Collected data entries ->
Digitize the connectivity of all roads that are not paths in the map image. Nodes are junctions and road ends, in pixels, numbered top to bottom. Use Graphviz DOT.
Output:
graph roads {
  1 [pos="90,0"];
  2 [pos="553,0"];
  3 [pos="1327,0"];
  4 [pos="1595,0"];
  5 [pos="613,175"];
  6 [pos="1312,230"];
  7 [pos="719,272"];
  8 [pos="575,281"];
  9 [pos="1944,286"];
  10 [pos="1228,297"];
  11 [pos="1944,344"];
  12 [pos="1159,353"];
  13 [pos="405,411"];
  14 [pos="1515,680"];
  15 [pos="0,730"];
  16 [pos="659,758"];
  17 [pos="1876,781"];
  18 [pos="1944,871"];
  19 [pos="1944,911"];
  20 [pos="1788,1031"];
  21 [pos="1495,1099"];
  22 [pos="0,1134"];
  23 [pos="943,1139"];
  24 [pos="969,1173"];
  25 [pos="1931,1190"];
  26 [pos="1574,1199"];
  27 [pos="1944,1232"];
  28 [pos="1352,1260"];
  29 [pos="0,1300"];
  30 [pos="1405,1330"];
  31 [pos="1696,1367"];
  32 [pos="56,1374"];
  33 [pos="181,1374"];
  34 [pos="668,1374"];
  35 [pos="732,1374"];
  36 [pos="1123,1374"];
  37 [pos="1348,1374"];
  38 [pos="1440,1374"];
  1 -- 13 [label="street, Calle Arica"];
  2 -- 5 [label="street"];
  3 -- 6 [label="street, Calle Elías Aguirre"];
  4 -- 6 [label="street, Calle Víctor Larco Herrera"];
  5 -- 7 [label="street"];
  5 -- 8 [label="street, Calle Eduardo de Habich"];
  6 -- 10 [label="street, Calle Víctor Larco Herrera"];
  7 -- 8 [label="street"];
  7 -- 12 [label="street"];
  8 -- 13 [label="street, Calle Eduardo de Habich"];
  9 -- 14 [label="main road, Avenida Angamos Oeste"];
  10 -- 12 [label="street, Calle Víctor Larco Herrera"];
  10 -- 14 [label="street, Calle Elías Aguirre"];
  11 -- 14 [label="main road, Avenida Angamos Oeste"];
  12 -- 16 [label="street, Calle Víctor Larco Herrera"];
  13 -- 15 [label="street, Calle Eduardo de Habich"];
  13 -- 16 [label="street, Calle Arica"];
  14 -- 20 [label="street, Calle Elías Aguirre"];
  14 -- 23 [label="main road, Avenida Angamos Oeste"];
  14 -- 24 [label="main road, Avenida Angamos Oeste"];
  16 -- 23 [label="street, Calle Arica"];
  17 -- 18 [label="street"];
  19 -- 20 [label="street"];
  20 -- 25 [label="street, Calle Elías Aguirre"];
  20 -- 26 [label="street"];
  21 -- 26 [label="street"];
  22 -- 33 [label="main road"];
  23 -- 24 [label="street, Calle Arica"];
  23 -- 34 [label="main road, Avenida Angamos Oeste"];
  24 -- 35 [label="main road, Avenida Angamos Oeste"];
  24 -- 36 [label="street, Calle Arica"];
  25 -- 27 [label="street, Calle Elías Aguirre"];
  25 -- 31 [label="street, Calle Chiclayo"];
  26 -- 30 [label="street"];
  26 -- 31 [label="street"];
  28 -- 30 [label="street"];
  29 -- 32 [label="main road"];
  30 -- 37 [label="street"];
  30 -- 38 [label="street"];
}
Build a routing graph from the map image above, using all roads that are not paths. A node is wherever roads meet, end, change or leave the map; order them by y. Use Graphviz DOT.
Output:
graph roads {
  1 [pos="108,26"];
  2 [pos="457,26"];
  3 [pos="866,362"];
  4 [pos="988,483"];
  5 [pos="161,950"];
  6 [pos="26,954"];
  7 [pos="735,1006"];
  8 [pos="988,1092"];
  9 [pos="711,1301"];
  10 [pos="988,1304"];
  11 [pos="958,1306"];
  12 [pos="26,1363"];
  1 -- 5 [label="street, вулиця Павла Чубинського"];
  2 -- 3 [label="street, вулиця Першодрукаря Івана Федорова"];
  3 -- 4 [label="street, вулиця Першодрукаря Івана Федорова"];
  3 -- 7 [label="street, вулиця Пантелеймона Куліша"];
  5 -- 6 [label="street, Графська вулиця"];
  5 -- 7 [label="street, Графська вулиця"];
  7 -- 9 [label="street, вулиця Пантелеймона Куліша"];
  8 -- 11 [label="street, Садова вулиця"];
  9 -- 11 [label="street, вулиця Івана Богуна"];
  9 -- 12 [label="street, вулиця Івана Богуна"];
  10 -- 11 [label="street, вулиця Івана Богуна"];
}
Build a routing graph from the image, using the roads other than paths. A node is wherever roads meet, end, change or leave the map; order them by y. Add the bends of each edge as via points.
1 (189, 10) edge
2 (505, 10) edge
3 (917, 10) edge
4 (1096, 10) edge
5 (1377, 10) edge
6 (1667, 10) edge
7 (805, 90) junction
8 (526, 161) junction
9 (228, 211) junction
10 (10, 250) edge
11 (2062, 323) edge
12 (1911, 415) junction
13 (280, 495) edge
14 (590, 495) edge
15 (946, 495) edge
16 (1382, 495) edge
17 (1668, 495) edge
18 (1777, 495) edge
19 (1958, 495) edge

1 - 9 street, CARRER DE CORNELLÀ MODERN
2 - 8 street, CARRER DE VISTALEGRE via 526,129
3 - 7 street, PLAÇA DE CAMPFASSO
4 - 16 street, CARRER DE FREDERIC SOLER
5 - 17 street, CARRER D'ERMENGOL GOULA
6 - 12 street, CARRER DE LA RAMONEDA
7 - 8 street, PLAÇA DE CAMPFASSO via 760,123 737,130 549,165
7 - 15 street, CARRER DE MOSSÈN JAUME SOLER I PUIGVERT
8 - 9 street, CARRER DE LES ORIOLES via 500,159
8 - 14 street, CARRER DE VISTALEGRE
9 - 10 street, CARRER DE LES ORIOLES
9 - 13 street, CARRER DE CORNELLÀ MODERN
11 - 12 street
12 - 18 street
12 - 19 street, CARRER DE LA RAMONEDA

WORK TO BE COMPLETED ->
Write each line of the data down again exactly as it reads.

RESPONSE ->
Digitize the connectivity of all roads that are not paths in the map image. Nodes are junctions and road ends, in pixels, numbered top to bottom. Use Graphviz DOT.
Output:
graph roads {
  1 [pos="90,0"];
  2 [pos="553,0"];
  3 [pos="1327,0"];
  4 [pos="1595,0"];
  5 [pos="613,175"];
  6 [pos="1312,230"];
  7 [pos="719,272"];
  8 [pos="575,281"];
  9 [pos="1944,286"];
  10 [pos="1228,297"];
  11 [pos="1944,344"];
  12 [pos="1159,353"];
  13 [pos="405,411"];
  14 [pos="1515,680"];
  15 [pos="0,730"];
  16 [pos="659,758"];
  17 [pos="1876,781"];
  18 [pos="1944,871"];
  19 [pos="1944,911"];
  20 [pos="1788,1031"];
  21 [pos="1495,1099"];
  22 [pos="0,1134"];
  23 [pos="943,1139"];
  24 [pos="969,1173"];
  25 [pos="1931,1190"];
  26 [pos="1574,1199"];
  27 [pos="1944,1232"];
  28 [pos="1352,1260"];
  29 [pos="0,1300"];
  30 [pos="1405,1330"];
  31 [pos="1696,1367"];
  32 [pos="56,1374"];
  33 [pos="181,1374"];
  34 [pos="668,1374"];
  35 [pos="732,1374"];
  36 [pos="1123,1374"];
  37 [pos="1348,1374"];
  38 [pos="1440,1374"];
  1 -- 13 [label="street, Calle Arica"];
  2 -- 5 [label="street"];
  3 -- 6 [label="street, Calle Elías Aguirre"];
  4 -- 6 [label="street, Calle Víctor Larco Herrera"];
  5 -- 7 [label="street"];
  5 -- 8 [label="street, Calle Eduardo de Habich"];
  6 -- 10 [label="street, Calle Víctor Larco Herrera"];
  7 -- 8 [label="street"];
  7 -- 12 [label="street"];
  8 -- 13 [label="street, Calle Eduardo de Habich"];
  9 -- 14 [label="main road, Avenida Angamos Oeste"];
  10 -- 12 [label="street, Calle Víctor Larco Herrera"];
  10 -- 14 [label="street, Calle Elías Aguirre"];
  11 -- 14 [label="main road, Avenida Angamos Oeste"];
  12 -- 16 [label="street, Calle Víctor Larco Herrera"];
  13 -- 15 [label="street, Calle Eduardo de Habich"];
  13 -- 16 [label="street, Calle Arica"];
  14 -- 20 [label="street, Calle Elías Aguirre"];
  14 -- 23 [label="main road, Avenida Angamos Oeste"];
  14 -- 24 [label="main road, Avenida Angamos Oeste"];
  16 -- 23 [label="street, Calle Arica"];
  17 -- 18 [label="street"];
  19 -- 20 [label="street"];
  20 -- 25 [label="street, Calle Elías Aguirre"];
  20 -- 26 [label="street"];
  21 -- 26 [label="street"];
  22 -- 33 [label="main road"];
  23 -- 24 [label="street, Calle Arica"];
  23 -- 34 [label="main road, Avenida Angamos Oeste"];
  24 -- 35 [label="main road, Avenida Angamos Oeste"];
  24 -- 36 [label="street, Calle Arica"];
  25 -- 27 [label="street, Calle Elías Aguirre"];
  25 -- 31 [label="street, Calle Chiclayo"];
  26 -- 30 [label="street"];
  26 -- 31 [label="street"];
  28 -- 30 [label="street"];
  29 -- 32 [label="main road"];
  30 -- 37 [label="street"];
  30 -- 38 [label="street"];
}
Build a routing graph from the map image above, using all roads that are not paths. A node is wherever roads meet, end, change or leave the map; order them by y. Use Graphviz DOT.
Output:
graph roads {
  1 [pos="108,26"];
  2 [pos="457,26"];
  3 [pos="866,362"];
  4 [pos="988,483"];
  5 [pos="161,950"];
  6 [pos="26,954"];
  7 [pos="735,1006"];
  8 [pos="988,1092"];
  9 [pos="711,1301"];
  10 [pos="988,1304"];
  11 [pos="958,1306"];
  12 [pos="26,1363"];
  1 -- 5 [label="street, вулиця Павла Чубинського"];
  2 -- 3 [label="street, вулиця Першодрукаря Івана Федорова"];
  3 -- 4 [label="street, вулиця Першодрукаря Івана Федорова"];
  3 -- 7 [label="street, вулиця Пантелеймона Куліша"];
  5 -- 6 [label="street, Графська вулиця"];
  5 -- 7 [label="street, Графська вулиця"];
  7 -- 9 [label="street, вулиця Пантелеймона Куліша"];
  8 -- 11 [label="street, Садова вулиця"];
  9 -- 11 [label="street, вулиця Івана Богуна"];
  9 -- 12 [label="street, вулиця Івана Богуна"];
  10 -- 11 [label="street, вулиця Івана Богуна"];
}
Build a routing graph from the image, using the roads other than paths. A node is wherever roads meet, end, change or leave the map; order them by y. Add the bends of each edge as via points.
1 (189, 10) edge
2 (505, 10) edge
3 (917, 10) edge
4 (1096, 10) edge
5 (1377, 10) edge
6 (1667, 10) edge
7 (805, 90) junction
8 (526, 161) junction
9 (228, 211) junction
10 (10, 250) edge
11 (2062, 323) edge
12 (1911, 415) junction
13 (280, 495) edge
14 (590, 495) edge
15 (946, 495) edge
16 (1382, 495) edge
17 (1668, 495) edge
18 (1777, 495) edge
19 (1958, 495) edge

1 - 9 street, CARRER DE CORNELLÀ MODERN
2 - 8 street, CARRER DE VISTALEGRE via 526,129
3 - 7 street, PLAÇA DE CAMPFASSO
4 - 16 street, CARRER DE FREDERIC SOLER
5 - 17 street, CARRER D'ERMENGOL GOULA
6 - 12 street, CARRER DE LA RAMONEDA
7 - 8 street, PLAÇA DE CAMPFASSO via 760,123 737,130 549,165
7 - 15 street, CARRER DE MOSSÈN JAUME SOLER I PUIGVERT
8 - 9 street, CARRER DE LES ORIOLES via 500,159
8 - 14 street, CARRER DE VISTALEGRE
9 - 10 street, CARRER DE LES ORIOLES
9 - 13 street, CARRER DE CORNELLÀ MODERN
11 - 12 street
12 - 18 street
12 - 19 street, CARRER DE LA RAMONEDA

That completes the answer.